Reputation will be on the line when Intuitive Machines’ Nova-C spaceship will launch atop a SpaceX rocket on Feb 14, following recent completed touchdowns by China, India and Japan.
So why entrust such tasks to the commercial sector, especially after an attempt by another company with similar goals, Astrobotic, failed just last month?
The answer lies in the way Nasa has fundamentally reorganized itself for Artemis, the agency’s flagship Moon-to-Mars program.
During the Cold War, the space agency was handed blank checks and managed industrial contracts down to the last bolt – but the new paradigm bets on America’s mighty market economy to deliver breakthroughs at a fraction of historic costs.

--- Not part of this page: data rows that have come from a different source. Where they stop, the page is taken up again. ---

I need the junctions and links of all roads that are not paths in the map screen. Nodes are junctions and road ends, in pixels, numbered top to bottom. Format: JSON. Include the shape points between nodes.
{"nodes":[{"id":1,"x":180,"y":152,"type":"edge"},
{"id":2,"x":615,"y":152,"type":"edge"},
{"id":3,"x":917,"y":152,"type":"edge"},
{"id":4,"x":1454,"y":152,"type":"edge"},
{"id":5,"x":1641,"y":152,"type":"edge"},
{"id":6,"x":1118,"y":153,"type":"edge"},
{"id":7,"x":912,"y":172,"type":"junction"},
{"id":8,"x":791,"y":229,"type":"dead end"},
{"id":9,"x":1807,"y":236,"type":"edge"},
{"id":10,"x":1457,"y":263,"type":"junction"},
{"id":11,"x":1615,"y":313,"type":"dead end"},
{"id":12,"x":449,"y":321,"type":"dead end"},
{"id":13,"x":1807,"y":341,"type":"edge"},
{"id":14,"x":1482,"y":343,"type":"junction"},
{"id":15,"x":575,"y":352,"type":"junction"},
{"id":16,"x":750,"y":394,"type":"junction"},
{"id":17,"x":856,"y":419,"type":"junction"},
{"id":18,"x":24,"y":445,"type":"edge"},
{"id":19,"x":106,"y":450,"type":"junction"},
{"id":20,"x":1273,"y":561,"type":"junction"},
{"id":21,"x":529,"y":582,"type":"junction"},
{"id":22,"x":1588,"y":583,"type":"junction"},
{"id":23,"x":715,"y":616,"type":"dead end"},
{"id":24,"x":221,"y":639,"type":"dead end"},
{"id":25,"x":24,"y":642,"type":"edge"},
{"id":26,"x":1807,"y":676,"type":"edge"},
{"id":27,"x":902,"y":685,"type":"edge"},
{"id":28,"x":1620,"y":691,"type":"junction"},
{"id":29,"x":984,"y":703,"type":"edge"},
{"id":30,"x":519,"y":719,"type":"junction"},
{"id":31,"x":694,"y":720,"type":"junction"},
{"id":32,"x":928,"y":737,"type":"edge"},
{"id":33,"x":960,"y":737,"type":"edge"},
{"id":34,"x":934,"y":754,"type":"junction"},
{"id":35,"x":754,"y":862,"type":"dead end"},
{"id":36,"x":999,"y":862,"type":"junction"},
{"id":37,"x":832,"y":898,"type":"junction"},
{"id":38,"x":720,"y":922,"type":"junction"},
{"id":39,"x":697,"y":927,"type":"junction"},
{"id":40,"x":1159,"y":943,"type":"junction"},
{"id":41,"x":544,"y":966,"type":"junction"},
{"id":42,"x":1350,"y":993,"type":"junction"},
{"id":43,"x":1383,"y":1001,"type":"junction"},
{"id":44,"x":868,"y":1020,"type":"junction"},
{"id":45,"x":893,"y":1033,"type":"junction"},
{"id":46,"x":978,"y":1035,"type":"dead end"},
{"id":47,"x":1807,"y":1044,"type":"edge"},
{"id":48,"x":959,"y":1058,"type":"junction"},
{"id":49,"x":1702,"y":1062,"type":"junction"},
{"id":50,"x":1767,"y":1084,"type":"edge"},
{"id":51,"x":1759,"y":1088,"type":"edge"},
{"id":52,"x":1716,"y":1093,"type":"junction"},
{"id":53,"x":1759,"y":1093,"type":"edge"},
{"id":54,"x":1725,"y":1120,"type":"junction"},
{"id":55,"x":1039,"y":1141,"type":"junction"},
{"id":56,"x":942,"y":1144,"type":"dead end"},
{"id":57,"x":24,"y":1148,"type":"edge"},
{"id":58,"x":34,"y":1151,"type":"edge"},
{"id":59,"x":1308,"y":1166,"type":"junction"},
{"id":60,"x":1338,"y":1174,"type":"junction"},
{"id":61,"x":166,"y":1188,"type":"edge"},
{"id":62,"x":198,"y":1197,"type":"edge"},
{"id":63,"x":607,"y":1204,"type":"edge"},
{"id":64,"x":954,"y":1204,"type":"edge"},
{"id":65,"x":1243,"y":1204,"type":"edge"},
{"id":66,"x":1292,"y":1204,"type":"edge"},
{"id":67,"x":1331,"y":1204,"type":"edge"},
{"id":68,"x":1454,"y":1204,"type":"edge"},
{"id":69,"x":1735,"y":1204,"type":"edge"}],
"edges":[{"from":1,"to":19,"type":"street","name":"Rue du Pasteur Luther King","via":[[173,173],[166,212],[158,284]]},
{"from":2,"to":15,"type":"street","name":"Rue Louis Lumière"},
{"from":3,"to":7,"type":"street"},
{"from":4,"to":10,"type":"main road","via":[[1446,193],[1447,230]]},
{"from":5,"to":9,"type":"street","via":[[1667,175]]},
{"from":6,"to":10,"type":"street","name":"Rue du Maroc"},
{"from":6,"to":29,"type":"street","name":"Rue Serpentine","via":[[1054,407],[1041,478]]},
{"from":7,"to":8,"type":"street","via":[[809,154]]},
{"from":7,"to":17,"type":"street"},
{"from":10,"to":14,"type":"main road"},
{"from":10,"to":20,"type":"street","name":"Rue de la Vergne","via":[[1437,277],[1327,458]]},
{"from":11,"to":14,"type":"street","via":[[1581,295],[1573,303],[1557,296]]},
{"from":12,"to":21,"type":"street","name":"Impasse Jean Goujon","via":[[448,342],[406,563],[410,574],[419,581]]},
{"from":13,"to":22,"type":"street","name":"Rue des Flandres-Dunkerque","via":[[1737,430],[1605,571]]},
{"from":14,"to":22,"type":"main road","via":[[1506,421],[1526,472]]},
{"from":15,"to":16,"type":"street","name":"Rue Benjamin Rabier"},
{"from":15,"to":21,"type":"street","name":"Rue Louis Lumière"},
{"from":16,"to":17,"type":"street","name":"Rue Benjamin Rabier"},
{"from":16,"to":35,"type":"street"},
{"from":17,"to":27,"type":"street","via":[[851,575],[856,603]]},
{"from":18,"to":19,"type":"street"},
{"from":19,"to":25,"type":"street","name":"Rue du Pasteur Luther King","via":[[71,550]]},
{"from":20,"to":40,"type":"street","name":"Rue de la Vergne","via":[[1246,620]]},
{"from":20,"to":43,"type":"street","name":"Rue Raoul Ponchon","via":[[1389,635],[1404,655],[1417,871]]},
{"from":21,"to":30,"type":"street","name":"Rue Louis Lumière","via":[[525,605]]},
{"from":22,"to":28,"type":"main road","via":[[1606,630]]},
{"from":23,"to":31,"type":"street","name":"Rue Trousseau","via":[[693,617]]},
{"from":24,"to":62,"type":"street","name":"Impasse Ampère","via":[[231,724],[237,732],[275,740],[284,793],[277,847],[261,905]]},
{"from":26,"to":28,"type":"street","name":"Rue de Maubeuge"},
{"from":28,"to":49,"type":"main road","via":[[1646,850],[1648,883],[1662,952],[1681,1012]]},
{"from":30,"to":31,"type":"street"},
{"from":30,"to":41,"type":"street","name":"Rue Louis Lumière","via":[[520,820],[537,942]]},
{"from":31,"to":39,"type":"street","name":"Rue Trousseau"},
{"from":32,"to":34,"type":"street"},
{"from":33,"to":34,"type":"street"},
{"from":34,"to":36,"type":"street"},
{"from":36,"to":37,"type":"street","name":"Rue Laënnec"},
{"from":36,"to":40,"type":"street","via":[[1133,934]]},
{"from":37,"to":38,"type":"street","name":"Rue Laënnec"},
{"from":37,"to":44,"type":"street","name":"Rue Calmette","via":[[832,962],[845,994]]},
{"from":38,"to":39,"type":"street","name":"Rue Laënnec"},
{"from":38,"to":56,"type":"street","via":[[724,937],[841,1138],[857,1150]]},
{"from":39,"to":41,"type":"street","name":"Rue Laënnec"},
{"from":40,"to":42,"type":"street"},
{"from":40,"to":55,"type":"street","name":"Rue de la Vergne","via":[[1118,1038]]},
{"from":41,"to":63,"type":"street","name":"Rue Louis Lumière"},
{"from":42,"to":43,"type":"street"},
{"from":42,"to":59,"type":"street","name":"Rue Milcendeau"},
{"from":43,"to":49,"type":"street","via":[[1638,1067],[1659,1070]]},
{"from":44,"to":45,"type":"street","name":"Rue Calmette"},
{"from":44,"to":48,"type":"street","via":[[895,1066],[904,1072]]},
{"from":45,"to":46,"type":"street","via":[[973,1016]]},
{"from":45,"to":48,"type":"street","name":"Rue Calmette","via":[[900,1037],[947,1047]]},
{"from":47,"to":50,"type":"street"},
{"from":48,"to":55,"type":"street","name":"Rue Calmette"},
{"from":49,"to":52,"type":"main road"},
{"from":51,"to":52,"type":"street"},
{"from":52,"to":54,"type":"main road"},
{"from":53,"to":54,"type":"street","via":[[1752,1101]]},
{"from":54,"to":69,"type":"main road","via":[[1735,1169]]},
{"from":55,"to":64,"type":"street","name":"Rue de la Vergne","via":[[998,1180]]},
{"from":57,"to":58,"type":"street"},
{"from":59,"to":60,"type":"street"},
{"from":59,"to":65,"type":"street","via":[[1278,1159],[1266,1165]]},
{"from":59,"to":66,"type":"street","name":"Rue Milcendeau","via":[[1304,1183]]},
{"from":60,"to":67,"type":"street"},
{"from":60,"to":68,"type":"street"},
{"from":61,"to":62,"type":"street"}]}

While the current approach has borne some fruit, it also carries the risk of the United States falling behind its principal space rival, China, in achieving major milestones – namely the next crewed mission to the Moon, and getting the first rocks back from Mars.
SpaceX success
The focus on fledgling companies under Nasa’s Commercial Lunar Payload Services (CLPS) initiative builds on the example set by the meteoric rise of SpaceX, which was derided in its startup phase as reckless, but is now arguably the agency’s favourite contractor.
Scott Pace, a former member of the National Space Council, told AFP that Nasa had intentionally adopted a policy that prioritized “more shots on goal” at lower costs.
“The reliability that SpaceX has now is as a result of painfully blowing up multiple rockets along the way,” he said.
SpaceX launches are currently the only way astronauts launch from US soil, following the end of the Nasa-led space shuttle program in 2011 that left Nasa reliant on Russia’s Soyuz rockets.